In The Gifts of Imperfection, Brené Brown says “Overcoming self doubt is all about believing we’re enough and letting go of what the world says we’re supposed to be and supposed to call ourselves.” Let go of needing to be good art because it doesn’t matter if what you make is good, bad, ugly, masterful or simple. It’s not not about creating a perfected final physical thing, it’s about the process of self-discovery, joy and creativity by tapping into a part of you that normally lies hidden.
“Beneath our flaws, there are always two ingredients: fear and a desire for love.” – Alain de Botton, Status Anxiety
If you feel lost as to what you ‘should’ be making/drawing/writing when getting creative, don’t worry. It’s a common hurdle for all creatives. When the hurdle feels too large and therefore overwhelming to overcome, it can lead to creative burnout. But the fact is there’s no right or wrong answer when it comes to art making and everyone – including professional artists – is making it up as they go. Michaela Chung in The Year of the Introvert says “The truth is that no one knows what the hell they are doing. The problem is not the fact that you haven’t got it all figured out. It’s the fact that you feel like you should.”
You shouldn’t have worked it all out because nothing is ever finished – the journey of art making continues and you’re never ever done. Progress and growth is the ultimate goal and so when you’re feeling lost, make anything. Anything at all, there’s no need for it to to even be any good. Chung touches on progress: ” One of my personal mottos is “progress over perfection.” You’re not perfect, but you’re better that your were before, and that’s what really matters.”
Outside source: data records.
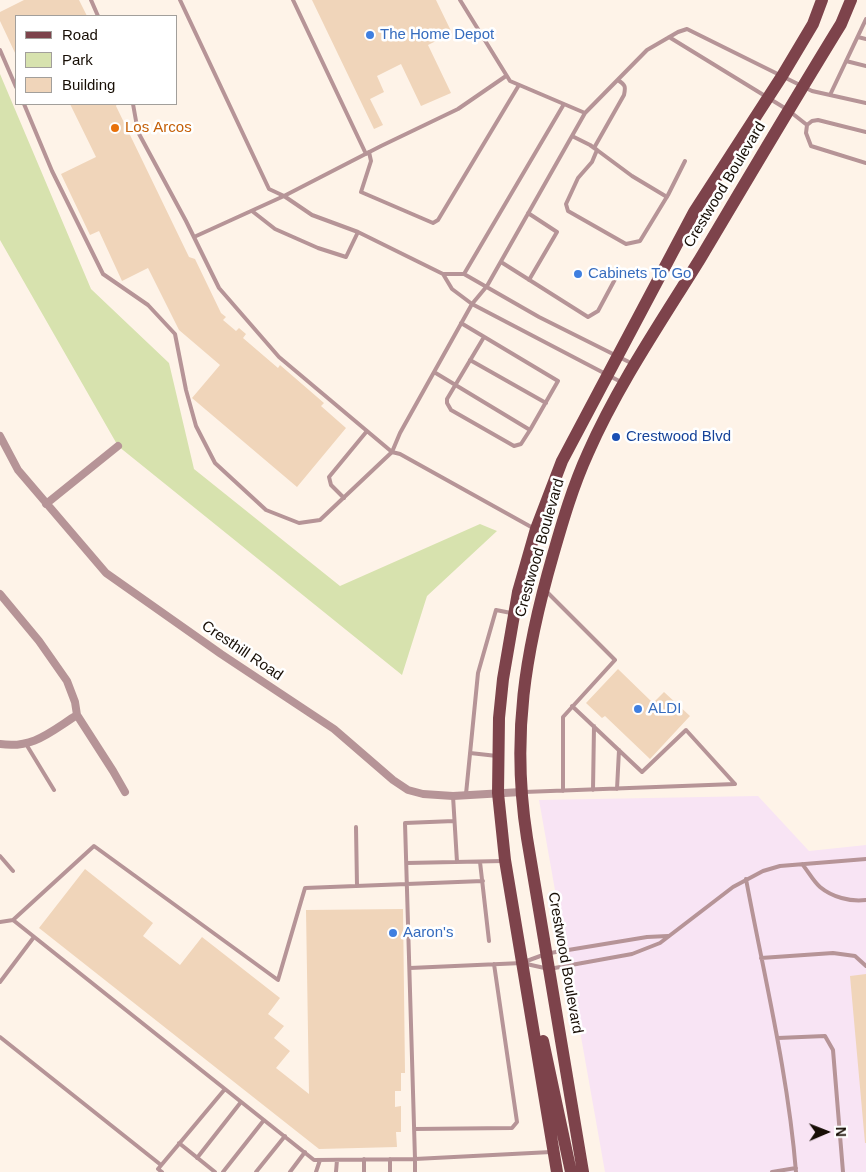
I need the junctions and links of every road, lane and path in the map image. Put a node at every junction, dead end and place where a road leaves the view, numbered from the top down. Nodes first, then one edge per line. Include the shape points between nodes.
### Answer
1 (90, 0) edge
2 (180, 0) edge
3 (293, 0) edge
4 (460, 0) edge
5 (822, 0) edge
6 (851, 0) edge
7 (98, 15) edge
8 (866, 19) edge
9 (669, 37) junction
10 (858, 37) junction
11 (866, 39) edge
12 (0, 50) edge
13 (846, 61) junction
14 (866, 66) edge
15 (506, 76) junction
16 (782, 76) junction
17 (618, 80) junction
18 (15, 84) edge
19 (518, 85) junction
20 (802, 86) junction
21 (830, 95) junction
22 (768, 97) junction
23 (866, 103) edge
24 (564, 104) junction
25 (24, 105) edge
26 (133, 105) edge
27 (788, 110) junction
28 (586, 113) junction
29 (807, 125) junction
30 (866, 132) edge
31 (572, 136) junction
32 (596, 149) junction
33 (367, 153) junction
34 (686, 161) dead end
35 (866, 163) edge
36 (284, 196) junction
37 (667, 197) junction
38 (252, 211) junction
39 (528, 214) junction
40 (358, 232) junction
41 (194, 237) junction
42 (501, 262) junction
43 (620, 270) dead end
44 (443, 274) junction
45 (464, 274) junction
46 (529, 280) junction
47 (487, 286) junction
48 (472, 304) junction
49 (461, 323) junction
50 (484, 337) junction
51 (617, 356) junction
52 (470, 360) junction
53 (636, 365) junction
54 (434, 372) junction
55 (608, 374) junction
56 (625, 384) junction
57 (455, 385) junction
58 (546, 403) junction
59 (530, 430) junction
60 (367, 431) junction
61 (0, 436) edge
62 (118, 446) dead end
63 (392, 452) junction
64 (344, 498) junction
65 (46, 504) junction
66 (536, 529) junction
67 (544, 588) junction
68 (0, 594) edge
69 (513, 613) junction
70 (536, 620) junction
71 (572, 706) junction
72 (77, 715) junction
73 (594, 726) junction
74 (0, 744) edge
75 (26, 744) junction
76 (619, 750) junction
77 (470, 753) junction
78 (498, 756) junction
79 (617, 789) junction
80 (54, 790) dead end
81 (593, 790) junction
82 (563, 791) junction
83 (125, 792) dead end
84 (521, 792) junction
85 (498, 793) junction
86 (466, 795) junction
87 (453, 796) junction
88 (454, 821) junction
89 (356, 826) dead end
90 (0, 856) edge
91 (866, 859) edge
92 (505, 860) junction
93 (406, 862) junction
94 (457, 862) junction
95 (480, 862) junction
96 (802, 864) junction
97 (13, 871) dead end
98 (746, 879) junction
99 (483, 881) junction
100 (407, 884) junction
101 (357, 886) junction
102 (866, 900) edge
103 (13, 920) junction
104 (0, 922) edge
105 (668, 936) junction
106 (34, 937) junction
107 (489, 941) dead end
108 (546, 953) junction
109 (761, 958) junction
110 (522, 963) junction
111 (494, 964) junction
112 (866, 966) edge
113 (410, 968) junction
114 (549, 969) junction
115 (0, 982) edge
116 (526, 986) junction
117 (0, 1037) edge
118 (778, 1038) junction
119 (225, 1089) junction
120 (241, 1102) junction
121 (264, 1120) junction
122 (414, 1129) junction
123 (285, 1136) junction
124 (179, 1144) junction
125 (305, 1152) junction
126 (554, 1152) junction
127 (198, 1158) junction
128 (364, 1159) junction
129 (390, 1159) junction
130 (415, 1159) junction
131 (320, 1160) junction
132 (337, 1160) junction
133 (161, 1165) junction
134 (796, 1170) edge
135 (162, 1172) edge
136 (215, 1172) edge
137 (223, 1172) edge
138 (256, 1172) edge
139 (290, 1172) edge
140 (316, 1172) edge
141 (336, 1172) edge
142 (364, 1172) edge
143 (390, 1172) edge
144 (415, 1172) edge
145 (557, 1172) edge
146 (571, 1172) edge
147 (583, 1172) edge
148 (772, 1172) edge
149 (843, 1172) edge

1 - 7 lane
2 - 36 lane via 269,189
3 - 33 lane
4 - 15 lane
5 - 16 main road, Crestwood Boulevard via 813,24
6 - 20 main road, Crestwood Boulevard via 841,24
8 - 10 lane
9 - 16 lane via 687,30
9 - 17 lane via 647,50
9 - 22 lane
10 - 11 lane
10 - 13 lane
12 - 18 lane
13 - 14 lane
13 - 21 lane
15 - 19 lane
15 - 33 lane via 458,109
16 - 20 lane
16 - 22 main road, Crestwood Boulevard
17 - 28 lane
17 - 32 lane via 626,88 624,95
19 - 24 lane
19 - 33 lane via 438,220 433,223 360,192 371,161
20 - 21 lane
20 - 27 main road, Crestwood Boulevard
21 - 23 lane
22 - 27 lane
22 - 51 main road, Crestwood Boulevard via 694,212
24 - 28 lane
24 - 45 lane
25 - 64 lane via 103,274 148,305 175,334 196,426 215,463 266,510 299,523 320,520
26 - 41 lane via 138,132
27 - 29 lane
27 - 53 main road, Crestwood Boulevard
28 - 31 lane
29 - 30 lane via 818,120
29 - 35 lane via 810,146
31 - 32 lane
31 - 39 lane
32 - 37 lane
32 - 37 lane via 592,162 578,178 566,204 568,211 626,244 640,241
33 - 36 lane
34 - 37 lane
36 - 38 lane
36 - 40 lane via 312,215
38 - 40 lane via 275,229 346,257
38 - 41 lane
39 - 42 lane
39 - 46 lane via 556,232
40 - 44 lane
41 - 60 lane via 219,288 242,315 279,356
42 - 46 lane
42 - 47 lane
43 - 46 lane via 598,311 588,317
44 - 45 lane
44 - 48 lane via 452,289
45 - 47 lane
47 - 48 lane
47 - 51 lane via 539,318
48 - 49 lane
48 - 55 lane
49 - 50 lane
49 - 54 lane
50 - 52 lane
50 - 58 lane via 558,381
51 - 53 lane
51 - 55 main road, Crestwood Boulevard
52 - 57 lane
52 - 58 lane
53 - 56 main road, Crestwood Boulevard
54 - 57 lane
54 - 63 lane
55 - 56 lane
55 - 66 main road, Crestwood Boulevard via 562,461
56 - 67 main road, Crestwood Boulevard via 597,434 576,483
57 - 59 lane
57 - 59 lane via 447,399 451,410 516,447
58 - 59 lane
60 - 63 lane
60 - 64 lane via 329,477 331,485
61 - 65 street, Cresthill Road via 18,470
62 - 65 street
63 - 64 lane
63 - 66 lane
65 - 87 street, Cresthill Road via 106,573 334,729 393,780 408,790
66 - 69 main road, Crestwood Boulevard
67 - 70 main road, Crestwood Boulevard
67 - 71 lane via 615,660
68 - 72 street via 67,681
69 - 70 main road
69 - 77 lane via 496,610 478,673
69 - 78 main road, Crestwood Boulevard via 503,679
70 - 84 main road, Crestwood Boulevard via 522,697
71 - 73 lane
71 - 82 lane via 562,717
72 - 75 street
72 - 83 street
73 - 76 lane
73 - 81 lane
74 - 75 street
75 - 80 lane
76 - 79 lane
76 - 79 lane via 642,772 686,730 735,784
77 - 78 lane
77 - 86 lane
78 - 85 main road, Crestwood Boulevard
79 - 81 lane
81 - 82 lane
82 - 84 lane
84 - 85 street, Cresthill Road
84 - 108 main road, Crestwood Boulevard
85 - 86 street, Cresthill Road
85 - 92 main road, Crestwood Boulevard
86 - 87 street, Cresthill Road
87 - 88 lane
88 - 93 lane via 405,823
88 - 94 lane
89 - 101 lane
90 - 97 lane
91 - 96 lane
92 - 95 lane
92 - 110 main road, Crestwood Boulevard
93 - 94 lane
93 - 100 lane
94 - 95 lane
95 - 99 lane
96 - 98 lane via 780,866
96 - 102 lane via 820,886 838,897
98 - 105 lane
98 - 109 lane
99 - 100 lane
99 - 107 lane
100 - 101 lane
100 - 113 lane
101 - 103 lane via 305,888 278,980 94,846
103 - 104 lane
103 - 106 lane
105 - 108 lane
105 - 114 lane via 643,951
106 - 115 lane
106 - 119 lane
108 - 110 lane
108 - 114 main road, Crestwood Boulevard
109 - 112 lane via 833,953 855,956
109 - 118 lane
110 - 111 lane
110 - 114 lane
110 - 116 main road, Crestwood Boulevard
111 - 113 lane
111 - 122 lane via 517,1122 512,1128
113 - 122 lane
114 - 147 main road, Crestwood Boulevard
116 - 126 main road, Crestwood Boulevard
116 - 146 main road via 543,1039
117 - 133 lane
118 - 134 lane
118 - 149 lane via 825,1036 833,1050
119 - 120 lane
119 - 124 lane
120 - 121 lane
120 - 127 lane
121 - 123 lane
121 - 137 lane
122 - 130 lane
123 - 125 lane
123 - 138 lane
124 - 127 lane
124 - 133 lane
125 - 131 lane via 314,1160
125 - 139 lane
126 - 130 lane
126 - 145 main road, Crestwood Boulevard
127 - 136 lane
128 - 129 lane
128 - 132 lane
128 - 142 lane
129 - 130 lane
129 - 143 lane
130 - 144 lane
131 - 132 lane
131 - 140 lane
132 - 141 lane
133 - 135 lane via 158,1169
134 - 148 lane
Being creative is a series of steps where you only need to choose one tiny step at a time.
In Abigail Thomas’s Thinking About Memoir she talks of how life isn’t a neat puzzle: “Life isn’t a puzzle that needs to fit together perfectly, every piece locking into place with every piece to form a perfect whole. Life is complicated. Stuff overlaps. Some stuff will never fit in one place.”
Making art is the same. It will never fit together perfectly, that’s why it’s art. We don’t need you to make something perfect. We need you to make something that’s real, that you felt inspired to make. Overlaps and mistakes included.
If the way to get more creative is to practice regularly, a small sketchbook for mark-making or notebook for writing and idea-collecting is invaluable. But when you’re just starting out, a new book can feel intimidating. The pristine white, untouched paper, the potential of what you could fill the pages with when everything is still perfect in your head makes the first page feel more important than it actually is. “This page sets the tone for the whole book so it better be good!” You want to get it right – to write or draw something that is worthy of gracing the front page. And so you wait. You wait until you have an important enough reason or idea to make marks in your new book.
But of course, nothing will ever be good enough as the unspoilt newness of the paper will always triumph over your scrawled marks. This way of looking at it will keep you from using your book and you’ll be robbing yourself of the opportunity to make friends with this invaluable creativity tool.
How to overcome this?
- To begin with only buy the cheapest books. The more money spent, the more precious it becomes because the ‘nicer’ the book, the less you’ll want to mess it up.
- Write a title for the first page e.g. “My messy imperfect book” and set an intention that your book WILL include MANY bad marks, misspellings and mistakes.
- Purposely make it the most messy, ugly or mistake-ridden page possible.
- Ignore the first page completely and start on page 2 or even further in.
Whatever gets you regularly using your book to jot down ideas, doodles, words or start making art, do it! Don’t treat your book as fine china, only to be used once or twice a year, on “special” occasions. As Regina Brett says, “Burn the candles, use the nice sheets, wear the fancy lingerie. Don’t save it for a special occasion. Today is special.” Your book needs to be broken in ASAP because the sooner you dive in, the quicker you’ll get over being so precious (you’ll make bad marks and survive from it!) and the more often you’ll use it.
“You’ll get “better” at it all by yourself. If it’s fun, you’ll do it more often. And if you do it more often, you’ll do it well.” – Felix Scheinberger, Dare to Sketch
The point of having a sketch or notebook is to use it regularly as a creative tool. It’s not made of fine china so don’t treat it like it is.